• _Data records_:
-=-=-=-=-
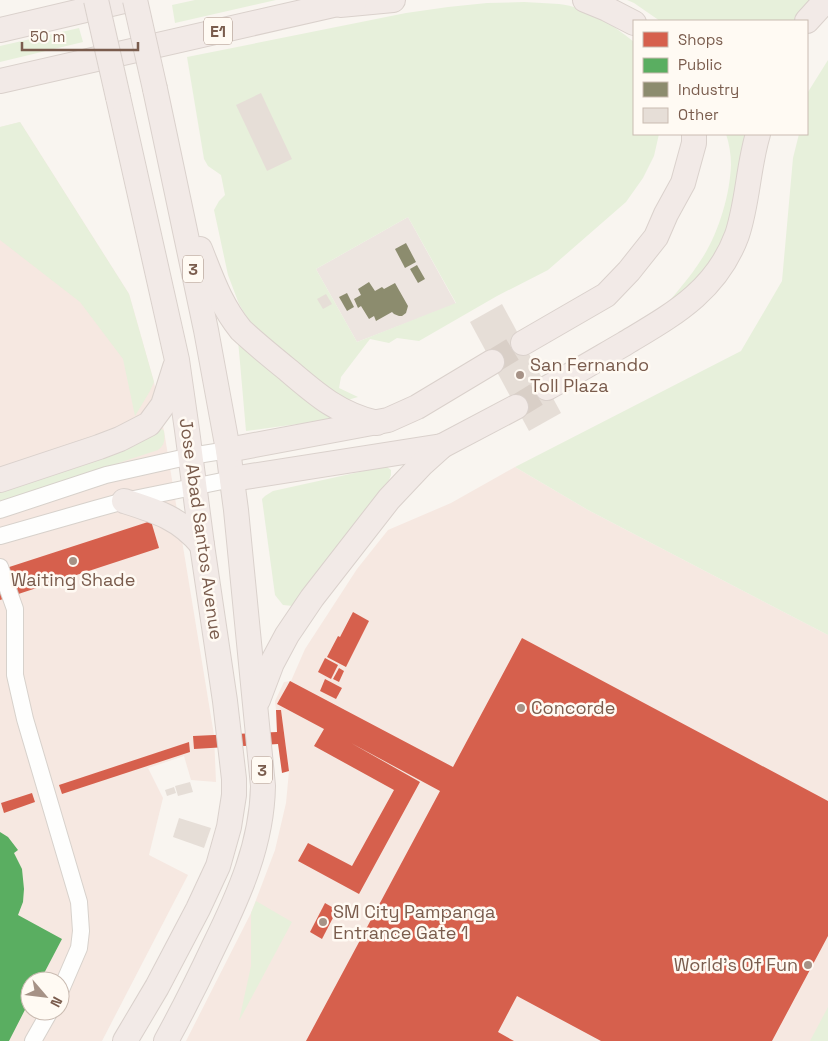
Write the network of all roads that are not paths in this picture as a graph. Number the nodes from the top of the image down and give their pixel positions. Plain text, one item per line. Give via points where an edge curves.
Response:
1 (96, 0) edge
2 (128, 0) edge
3 (135, 0) edge
4 (354, 0) edge
5 (392, 0) edge
6 (585, 0) edge
7 (826, 0) edge
8 (323, 7) junction
9 (808, 20) edge
10 (633, 22) edge
11 (0, 30) edge
12 (0, 82) edge
13 (694, 135) edge
14 (758, 135) edge
15 (174, 182) junction
16 (523, 343) tunnel mouth
17 (177, 360) junction
18 (492, 362) tunnel mouth
19 (548, 388) tunnel mouth
20 (516, 407) tunnel mouth
21 (377, 423) junction
22 (442, 446) junction
23 (228, 450) junction
24 (191, 456) junction
25 (232, 479) junction
26 (0, 480) edge
27 (195, 487) junction
28 (124, 501) junction
29 (0, 510) edge
30 (0, 536) edge
31 (202, 545) junction
32 (0, 567) edge
33 (256, 708) junction
34 (69, 971) edge
35 (157, 987) junction
36 (45, 1021) edge
37 (34, 1041) edge
38 (125, 1041) edge
39 (145, 1041) edge
40 (166, 1041) edge

1 - 17 highway, Jose Abad Santos Avenue / 3, bridge
2 - 11 highway
3 - 15 highway, Jose Abad Santos Avenue / 3, bridge
4 - 8 highway, E1
5 - 8 highway
6 - 10 highway
7 - 9 highway
8 - 12 highway, E1
13 - 16 highway via 683,183 656,237 629,271 606,295
14 - 19 highway via 737,235 707,286 663,321
15 - 21 highway via 219,298 232,320 330,404 361,420
15 - 23 highway, Jose Abad Santos Avenue / 3
17 - 24 highway, Jose Abad Santos Avenue / 3
17 - 26 highway via 163,405 149,424 99,447
18 - 21 highway via 417,408
20 - 22 highway
21 - 23 highway
22 - 25 highway
22 - 33 highway via 389,499 303,610 272,663
23 - 24 street
23 - 25 highway, Jose Abad Santos Avenue / 3
24 - 27 highway, Jose Abad Santos Avenue / 3
24 - 29 street via 106,475
25 - 27 street
25 - 33 highway, Jose Abad Santos Avenue / 3
27 - 28 street
27 - 31 highway, Jose Abad Santos Avenue / 3
28 - 30 street
28 - 31 highway via 171,518
31 - 35 highway, Jose Abad Santos Avenue / 3 via 226,701 234,779 232,812 218,866
32 - 34 street via 15,608 15,675 25,719 79,902 79,948
33 - 40 highway, Jose Abad Santos Avenue / 3 via 263,786 255,845 233,906
35 - 38 highway, Jose Abad Santos Avenue / 3
35 - 39 highway
36 - 37 street

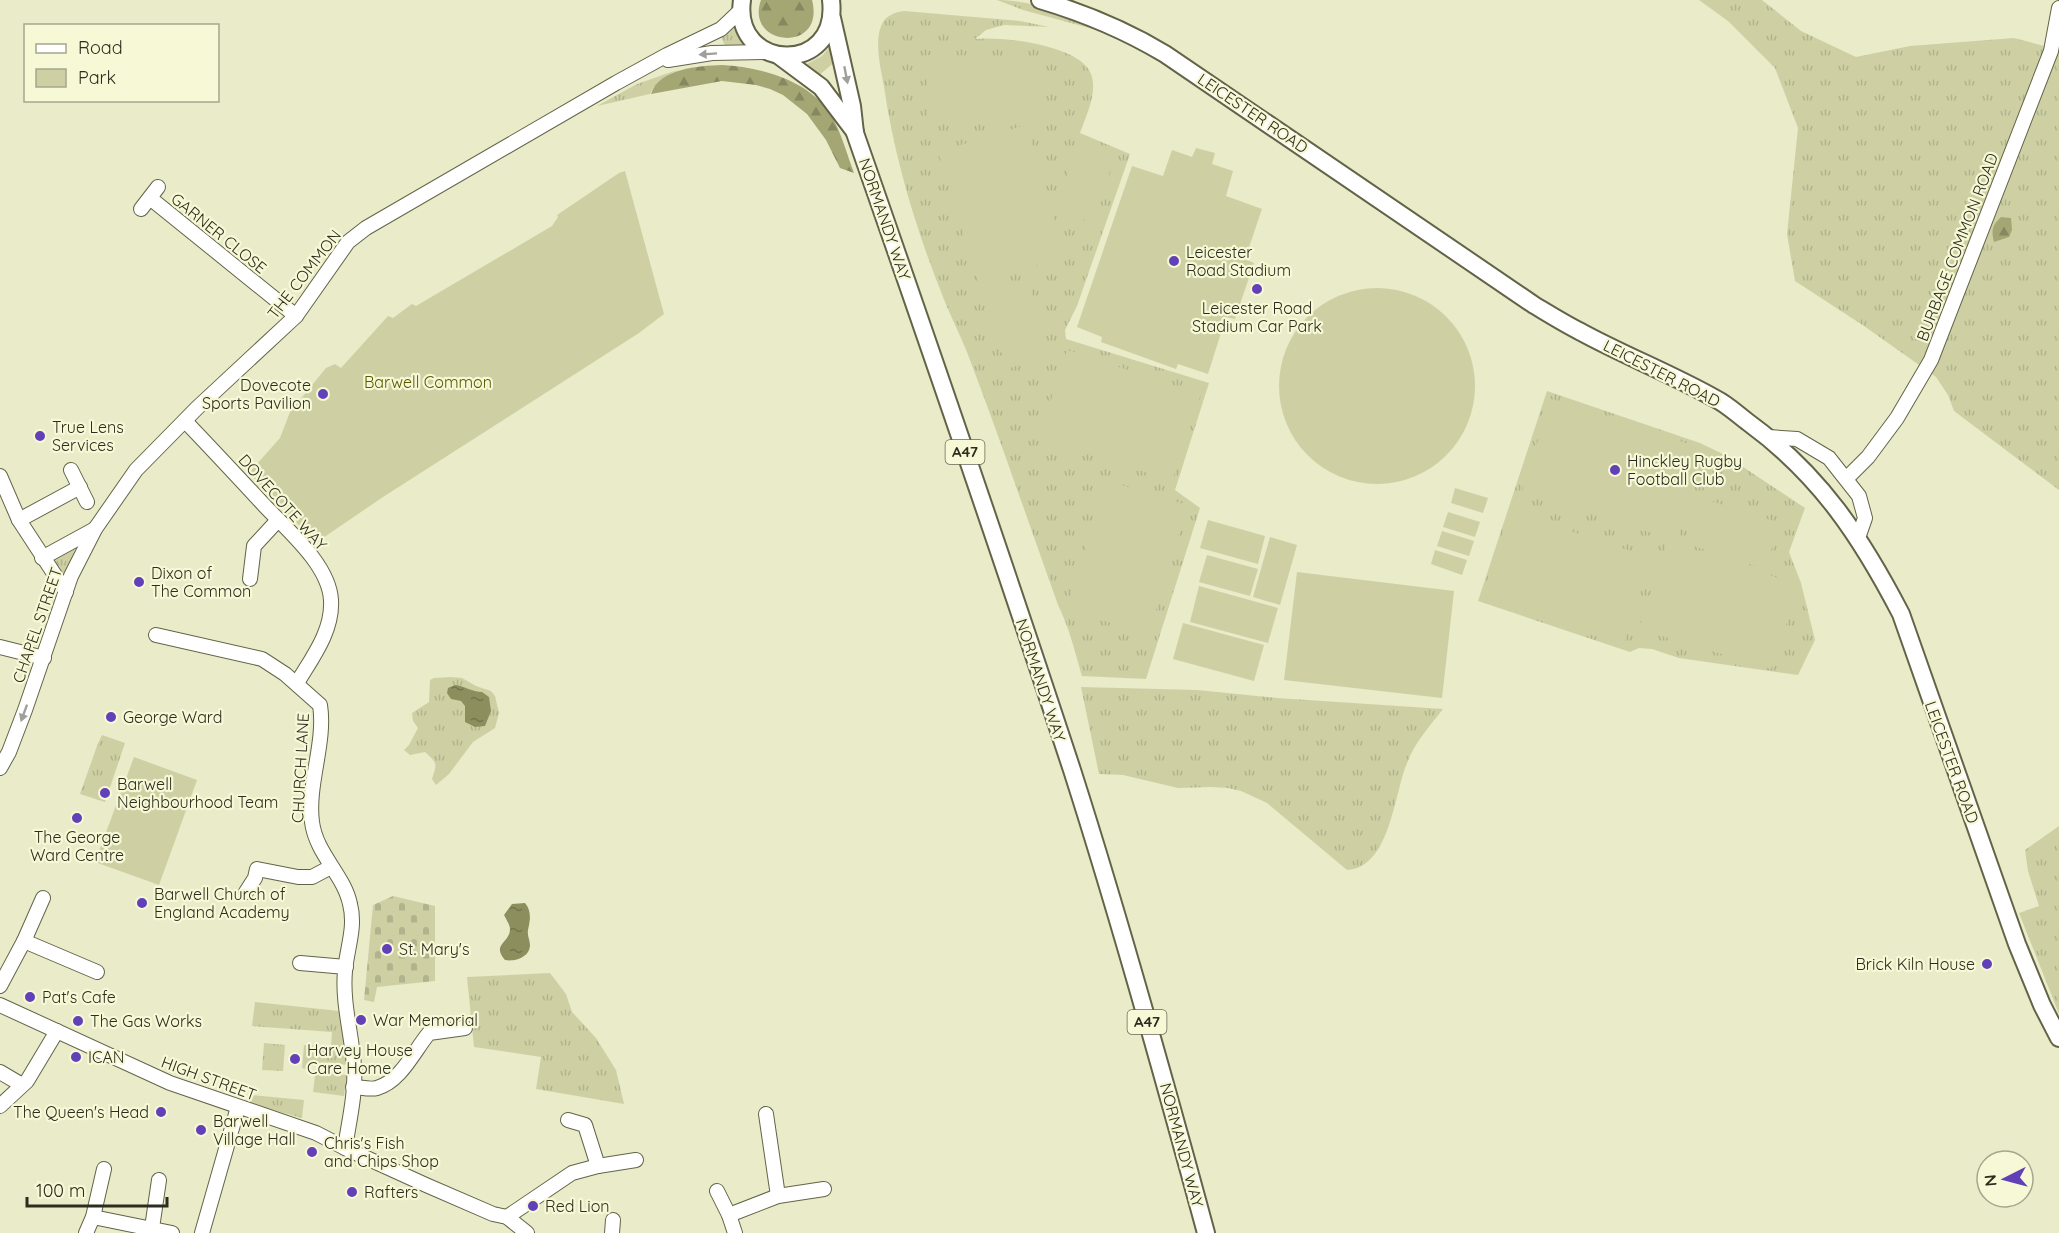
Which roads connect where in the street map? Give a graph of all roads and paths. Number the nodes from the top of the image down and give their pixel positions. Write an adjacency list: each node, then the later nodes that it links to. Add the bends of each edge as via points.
1 (1040, 0): 11 (main road, LEICESTER ROAD, via 1092,17 1162,52 1534,305 1718,400)
2 (740, 4): 5 (main road, NORMANDY WAY, via 748,35); 6 (street, THE COMMON, via 721,29)
3 (834, 8): 5 (main road, via 825,35 813,48 801,54); 7 (main road, NORMANDY WAY / A47, one-way to 7)
4 (2059, 8): 13 (street, BURBAGE COMMON ROAD, via 2051,51 1931,360 1897,418)
5 (772, 54): 6 (street, THE COMMON, one-way to 6, via 689,56); 7 (main road, NORMANDY WAY / A47, via 821,87)
6 (652, 65): 9 (street, THE COMMON, via 354,237)
7 (855, 133): 66 (main road, NORMANDY WAY / A47, via 1072,772)
8 (150, 198): 9 (street, GARNER CLOSE)
9 (296, 316): 10 (street, THE COMMON)
10 (185, 420): 18 (street, DOVECOTE WAY); 19 (street, THE COMMON, via 136,470)
11 (1768, 437): 13 (street, via 1797,439 1829,458); 20 (main road, LEICESTER ROAD, via 1812,478)
12 (71, 470): 15 (street)
13 (1847, 478): 20 (street, via 1865,518)
14 (2, 485): 17 (street)
15 (80, 487): 16 (street); 17 (street)
16 (87, 502)
17 (19, 520): 21 (street)
18 (278, 520): 22 (street, via 254,546); 27 (street, DOVECOTE WAY, via 319,568 330,590 323,640)
19 (96, 529): 21 (street); 23 (street, CHAPEL STREET)
20 (1858, 538): 41 (main road, LEICESTER ROAD, via 1901,614 2017,944)
21 (42, 558): 23 (street)
22 (250, 579)
23 (66, 592): 26 (street, CHAPEL STREET)
24 (156, 635): 27 (street, CHURCH LANE, via 262,659)
25 (0, 647): 26 (street)
26 (44, 658): 28 (street, CHAPEL STREET, one-way to 28)
27 (297, 683): 30 (street, CHURCH LANE, via 320,705 311,815 314,836)
28 (4, 749): 29 (street, CHAPEL STREET)
29 (0, 768)
30 (331, 867): 31 (street, via 312,877 298,877 257,864 255,878); 35 (street, CHURCH LANE, via 349,896 352,910)
31 (246, 892)
32 (43, 898): 33 (street)
33 (24, 940): 36 (street); 37 (street)
34 (300, 963): 35 (street)
35 (346, 967): 44 (street, CHURCH LANE)
36 (97, 972)
37 (0, 986)
38 (0, 1005): 40 (street, HIGH STREET)
39 (465, 1028): 44 (street, via 429,1033 391,1081 375,1089)
40 (57, 1031): 43 (street); 46 (street, HIGH STREET, via 170,1083)
41 (2059, 1038)
42 (0, 1072): 43 (street)
43 (22, 1085): 45 (street)
44 (353, 1087): 49 (street, CHURCH LANE)
45 (0, 1106)
46 (238, 1107): 49 (street, HIGH STREET, via 316,1133); 63 (street)
47 (766, 1114): 56 (street)
48 (568, 1120): 51 (street, via 585,1125)
49 (345, 1148): 59 (street, HIGH STREET)
50 (636, 1160): 51 (street)
51 (598, 1166): 59 (street, via 572,1173)
52 (104, 1170): 58 (street)
53 (159, 1180): 60 (street)
54 (824, 1189): 56 (street)
55 (717, 1191): 57 (street)
56 (778, 1196): 57 (street)
57 (729, 1215): 65 (street)
58 (93, 1217): 60 (street); 61 (street)
59 (507, 1217): 64 (street, HIGH STREET)
60 (152, 1228): 62 (street)
61 (86, 1233)
62 (172, 1233)
63 (202, 1233)
64 (527, 1233)
65 (735, 1233)
66 (1206, 1233)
-=-=-=-=-
• _Exercise aim_:
Each line in the records above that contains the word "bridge" must be copied.

• _Solution to this task_:
1 - 17 highway, Jose Abad Santos Avenue / 3, bridge
3 - 15 highway, Jose Abad Santos Avenue / 3, bridge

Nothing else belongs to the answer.